Tak hanya itu, Purwoko juga menjelaskan, dalam perjanjiannya, kedua termohon ini beniat untuk mencari calon investor agar bisa membantu melaksanakan kewajibannya. "Akan tetapi, hal itu dibatalkan secara sepihak setelah penandatanganan perjanjian pengikatan jual beli saham," tambahnya.
Menurut dia, pembatalan itu dinilai mempengaruhi kualitas kredit termohon. Terlebih, sejumlah unit apartemen yang dijadikan jaminan justru telah dijual tanpa sepengetahuan kreditur dan tidak ada cicilan pembayaran utang berjalan.
Sementara itu, kuasa hukum para termohon Ferizal Rosadi, mengakui klaim utang yang diajukan Bank Bukopin. Pasalnya, keadaan perusahaan memang tengah turun.

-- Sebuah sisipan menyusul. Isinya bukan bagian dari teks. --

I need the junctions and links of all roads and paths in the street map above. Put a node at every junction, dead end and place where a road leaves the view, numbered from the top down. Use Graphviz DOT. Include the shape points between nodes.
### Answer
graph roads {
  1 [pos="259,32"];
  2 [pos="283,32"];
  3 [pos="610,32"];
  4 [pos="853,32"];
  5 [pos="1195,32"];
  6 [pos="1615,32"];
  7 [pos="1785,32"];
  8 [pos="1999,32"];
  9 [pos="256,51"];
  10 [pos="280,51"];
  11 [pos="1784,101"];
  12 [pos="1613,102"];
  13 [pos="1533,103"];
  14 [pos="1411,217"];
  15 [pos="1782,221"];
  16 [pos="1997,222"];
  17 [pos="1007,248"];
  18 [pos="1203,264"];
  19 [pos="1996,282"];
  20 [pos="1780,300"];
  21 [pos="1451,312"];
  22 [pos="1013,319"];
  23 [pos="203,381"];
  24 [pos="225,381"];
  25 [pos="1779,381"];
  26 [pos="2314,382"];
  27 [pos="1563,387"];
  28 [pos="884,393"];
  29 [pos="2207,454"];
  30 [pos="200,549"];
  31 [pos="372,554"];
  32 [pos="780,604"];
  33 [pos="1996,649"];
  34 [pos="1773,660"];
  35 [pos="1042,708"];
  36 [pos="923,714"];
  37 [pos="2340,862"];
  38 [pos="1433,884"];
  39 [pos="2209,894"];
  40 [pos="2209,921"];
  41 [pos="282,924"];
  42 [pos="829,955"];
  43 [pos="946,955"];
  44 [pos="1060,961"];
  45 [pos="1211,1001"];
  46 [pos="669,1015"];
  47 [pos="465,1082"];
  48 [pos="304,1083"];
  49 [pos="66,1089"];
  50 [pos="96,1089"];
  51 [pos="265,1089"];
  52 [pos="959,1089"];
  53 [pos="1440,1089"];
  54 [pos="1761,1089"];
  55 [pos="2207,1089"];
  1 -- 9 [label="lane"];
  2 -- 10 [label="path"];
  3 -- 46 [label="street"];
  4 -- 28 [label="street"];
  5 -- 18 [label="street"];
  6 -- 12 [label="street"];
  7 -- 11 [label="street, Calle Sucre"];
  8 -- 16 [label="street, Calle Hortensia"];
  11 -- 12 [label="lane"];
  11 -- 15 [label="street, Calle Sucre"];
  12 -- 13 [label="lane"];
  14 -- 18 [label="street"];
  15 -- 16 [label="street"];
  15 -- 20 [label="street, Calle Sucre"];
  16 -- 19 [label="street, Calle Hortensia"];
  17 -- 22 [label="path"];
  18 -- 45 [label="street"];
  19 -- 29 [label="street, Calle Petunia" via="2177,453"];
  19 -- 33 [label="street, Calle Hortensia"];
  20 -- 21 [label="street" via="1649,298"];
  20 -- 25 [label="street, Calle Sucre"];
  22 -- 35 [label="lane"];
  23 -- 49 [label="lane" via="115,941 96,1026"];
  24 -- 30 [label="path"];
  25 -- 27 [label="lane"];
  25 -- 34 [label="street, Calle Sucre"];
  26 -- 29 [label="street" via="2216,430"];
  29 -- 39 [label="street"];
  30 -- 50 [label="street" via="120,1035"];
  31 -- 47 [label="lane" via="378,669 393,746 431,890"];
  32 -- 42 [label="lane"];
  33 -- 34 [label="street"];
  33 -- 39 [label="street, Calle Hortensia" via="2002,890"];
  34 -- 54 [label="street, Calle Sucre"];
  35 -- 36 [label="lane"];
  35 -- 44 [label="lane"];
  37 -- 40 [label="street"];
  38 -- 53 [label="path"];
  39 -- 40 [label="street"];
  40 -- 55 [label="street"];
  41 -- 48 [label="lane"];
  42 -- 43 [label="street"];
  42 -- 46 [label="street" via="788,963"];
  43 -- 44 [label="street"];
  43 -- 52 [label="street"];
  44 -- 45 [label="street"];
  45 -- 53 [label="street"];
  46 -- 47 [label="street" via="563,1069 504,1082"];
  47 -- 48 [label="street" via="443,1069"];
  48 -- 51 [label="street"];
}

Bahkan menurut dia, direksi perusahaan sempat melakukan pembicaraan kepada Bank Bukopin untuk membicarakan restrukturisasi utang di luar pengadilan.
"Pada intinya, kami memiliki itikad baik untuk menyelesaikan kewajibannya, salah satunya dengan berupaya mendatangkan investor," kata Ferizal. Dia menambahkan calon investor tersebut bergerak dalam bidang yang sama dengan para termohon. Proses terakhir masih dalam tahap uji tuntas (due diligence).
Meski begitu, ia menyambut baik permohonan PKPU yang sedang berproses di Pengadilan Niaga Jakarta Pusat ini. Hal itu diakunya dapat menjadi faktor penunjang dalam proses pengambilalihan oleh calon investor.